Pour Michel Sapin, sa main "au bas du dos" d'une journaliste était "une maladresse", pas du harcèlement et "il ne faut pas tout confondre"

Publié à 09h42, le 24 octobre 2017 , Modifié à 09h46, le 24 octobre 2017

Pour Michel Sapin, sa main "au bas du dos" d'une journaliste était "une maladresse", pas du harcèlement et "il ne faut pas tout confondre"
Michel Sapin © AFP

La parole se libère depuis le début de l'affaire Weinstein et chaque jour voit son lot de révélations concernant des faits d'harcèlement ou de viol subis par les femmes.

La parole se libère et c'est tant mieux. Même Michel Sapin le dit, ce mardi 24 octobre sur RTL.

L'ancien ministre des Finances a lui-même été accusé d'un fait de harcèlement. Dans leur livre L'Élysée Off (éd. Fayard), les journalistes Stéphanie Marteau et Aziz Zemouri avaient rapporté cette scène hallucinante au cours de laquelle en 2015, le ministre Michel Sapin avait fait "claquer l'élastique de la culotte de la reporter en pantalon taille basse", qui venait de se pencher pour ramasser un stylo. Selon le collectif Bas les pattes, il ne s’agissait "ni d’une culotte qu’on fait claquer ni d’une main aux fesses". Michel Sapin aurait en réalité "touché le bas du dos" de la journaliste, expliquait-on à Metronews en avril 2016…

Le sujet revient sur le devant de la scène. D'autres élus, comme le député LREM Christophe Arend, sont, aujourd'hui, accusés de harcèlement sexuel. Rien à voir, assure Michel Sapin :

Je crois qu'il ne faut pas tout confondre, y compris pour le combat des femmes qui est nécessaire et qui est utile. Il ne faut pas confondre une maladresse avec une agression sexuelle. Il ne faut pas confondre un crime comme le viol avec autre chose. La maladresse, elle peut arriver à tout le monde. On s'en explique et on s'excuse. Mais il ne faut pas tout confondre sinon je pense qu'on porte atteinte à ce combat pour le droit des femmes qui est absolument indispensable.

 

Une maladresse, "on s'en explique et on s'en excuse", résume ainsi Michel Sapin. Soit.
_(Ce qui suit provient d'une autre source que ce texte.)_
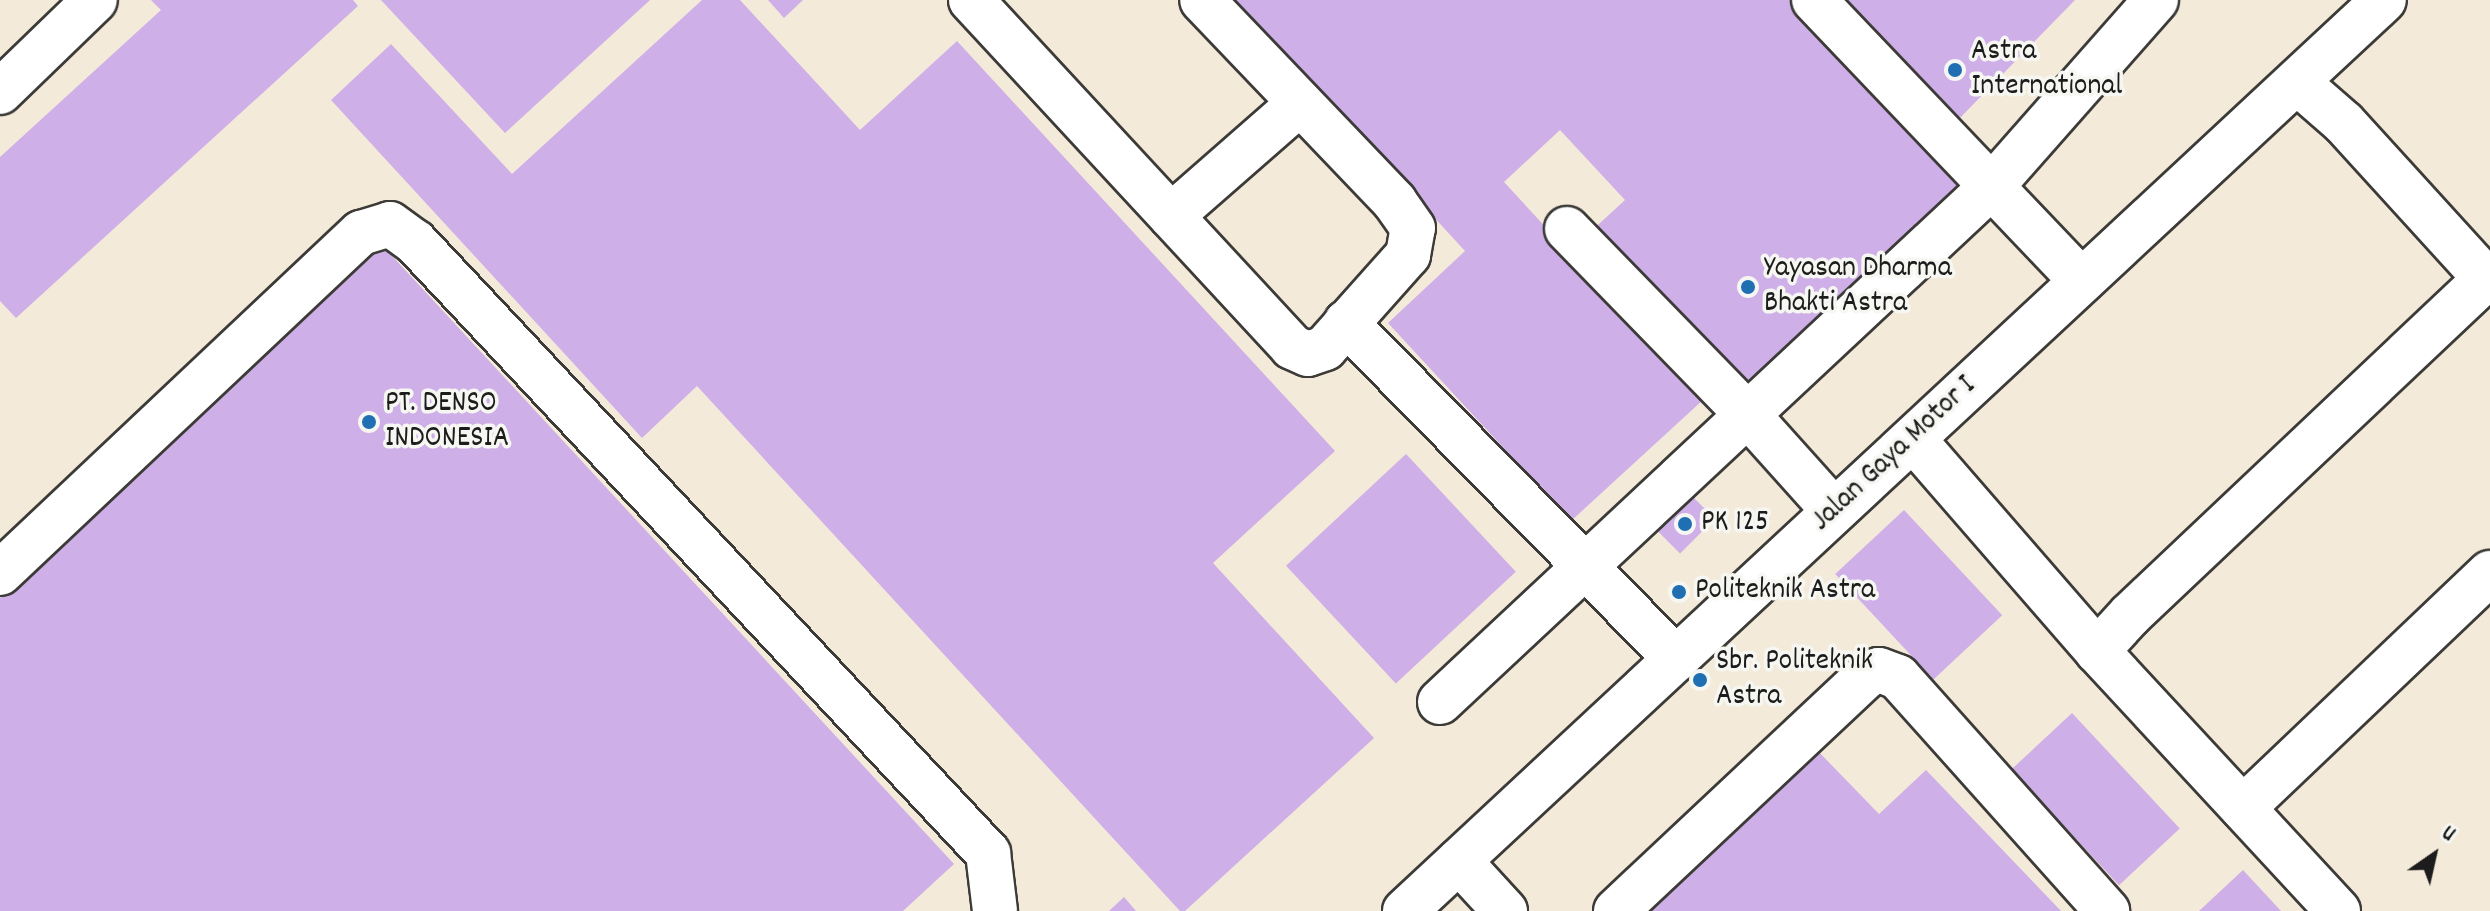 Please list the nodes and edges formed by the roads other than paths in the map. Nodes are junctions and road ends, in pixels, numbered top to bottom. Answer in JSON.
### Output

En l'espèce, le ministre des Finances avait tout de même pris son temps.

Après avoir longtemps démenti, faisant dire à ses proches qu'il s'agissait d'une "blague potache", Michel Sapin s'était expliqué, plusieurs semaines après la parution de L'Élysée off et en pleine affaire Beaupin. Il avait alors reconnu avoir eu des gestes "inappropriés". "J'ai fait à une journaliste une remarque sur sa tenue vestimentaire en posant ma main sur son dos. Il n'y avait dans mon attitude aucune volonté agressive ou sexiste, mais le seul fait d'avoir choqué la personne en question démontre que ces paroles et ce geste étaient inappropriés, et j'en ai été et en suis encore désolé", avait-il écrit dans un communiqué adressé à l'AFP, en mai 2015.